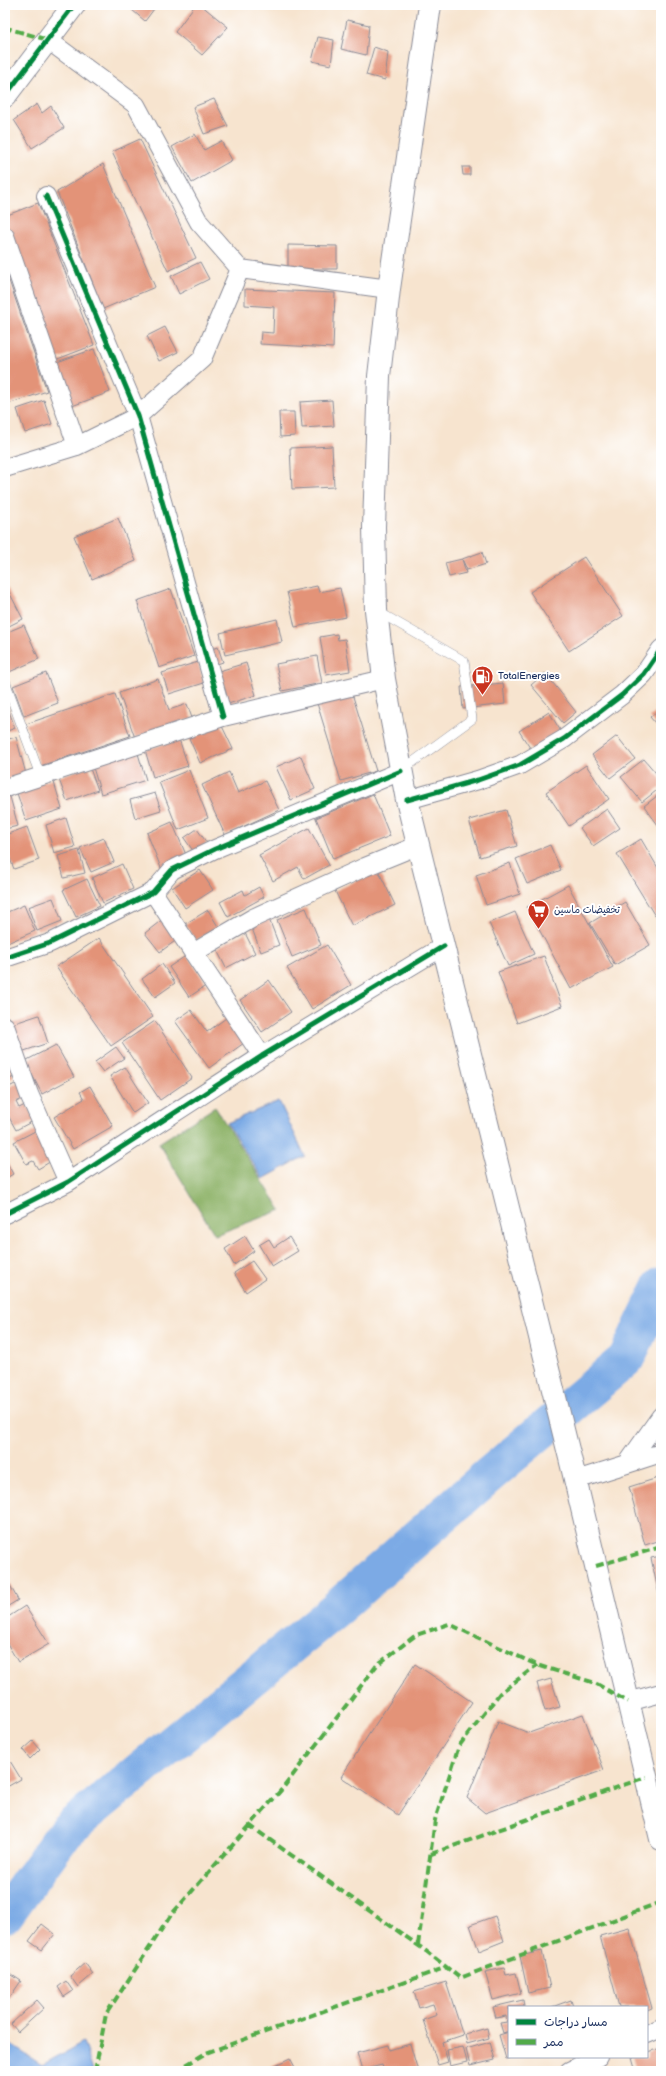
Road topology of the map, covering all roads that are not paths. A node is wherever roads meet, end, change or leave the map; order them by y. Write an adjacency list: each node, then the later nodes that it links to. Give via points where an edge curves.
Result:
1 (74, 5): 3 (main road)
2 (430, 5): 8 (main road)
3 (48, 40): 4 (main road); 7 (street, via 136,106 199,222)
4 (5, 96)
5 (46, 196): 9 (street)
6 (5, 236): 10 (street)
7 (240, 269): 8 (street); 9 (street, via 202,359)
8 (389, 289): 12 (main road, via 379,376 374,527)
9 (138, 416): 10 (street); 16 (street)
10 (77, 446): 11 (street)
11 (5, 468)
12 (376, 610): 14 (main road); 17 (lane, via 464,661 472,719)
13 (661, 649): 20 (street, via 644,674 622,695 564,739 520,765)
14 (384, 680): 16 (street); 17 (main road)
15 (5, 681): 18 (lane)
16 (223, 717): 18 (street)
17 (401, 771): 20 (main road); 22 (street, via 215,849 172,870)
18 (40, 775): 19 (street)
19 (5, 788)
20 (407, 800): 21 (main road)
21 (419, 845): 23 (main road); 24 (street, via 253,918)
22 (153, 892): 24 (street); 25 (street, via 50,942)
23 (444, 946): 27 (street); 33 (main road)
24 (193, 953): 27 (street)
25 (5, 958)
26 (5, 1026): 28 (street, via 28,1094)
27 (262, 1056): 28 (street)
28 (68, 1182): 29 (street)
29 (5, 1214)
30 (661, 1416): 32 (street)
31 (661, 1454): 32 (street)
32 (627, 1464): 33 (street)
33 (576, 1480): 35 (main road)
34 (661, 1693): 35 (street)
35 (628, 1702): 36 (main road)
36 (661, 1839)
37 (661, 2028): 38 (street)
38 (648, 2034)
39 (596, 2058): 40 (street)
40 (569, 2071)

■ **Instructions for the task**: Would you set down the records above once more, exactly, with the pictures removed?

■ **Answer to the problem**:
Road topology of the map, covering all roads that are not paths. A node is wherever roads meet, end, change or leave the map; order them by y. Write an adjacency list: each node, then the later nodes that it links to. Give via points where an edge curves.
Result:
1 (74, 5): 3 (main road)
2 (430, 5): 8 (main road)
3 (48, 40): 4 (main road); 7 (street, via 136,106 199,222)
4 (5, 96)
5 (46, 196): 9 (street)
6 (5, 236): 10 (street)
7 (240, 269): 8 (street); 9 (street, via 202,359)
8 (389, 289): 12 (main road, via 379,376 374,527)
9 (138, 416): 10 (street); 16 (street)
10 (77, 446): 11 (street)
11 (5, 468)
12 (376, 610): 14 (main road); 17 (lane, via 464,661 472,719)
13 (661, 649): 20 (street, via 644,674 622,695 564,739 520,765)
14 (384, 680): 16 (street); 17 (main road)
15 (5, 681): 18 (lane)
16 (223, 717): 18 (street)
17 (401, 771): 20 (main road); 22 (street, via 215,849 172,870)
18 (40, 775): 19 (street)
19 (5, 788)
20 (407, 800): 21 (main road)
21 (419, 845): 23 (main road); 24 (street, via 253,918)
22 (153, 892): 24 (street); 25 (street, via 50,942)
23 (444, 946): 27 (street); 33 (main road)
24 (193, 953): 27 (street)
25 (5, 958)
26 (5, 1026): 28 (street, via 28,1094)
27 (262, 1056): 28 (street)
28 (68, 1182): 29 (street)
29 (5, 1214)
30 (661, 1416): 32 (street)
31 (661, 1454): 32 (street)
32 (627, 1464): 33 (street)
33 (576, 1480): 35 (main road)
34 (661, 1693): 35 (street)
35 (628, 1702): 36 (main road)
36 (661, 1839)
37 (661, 2028): 38 (street)
38 (648, 2034)
39 (596, 2058): 40 (street)
40 (569, 2071)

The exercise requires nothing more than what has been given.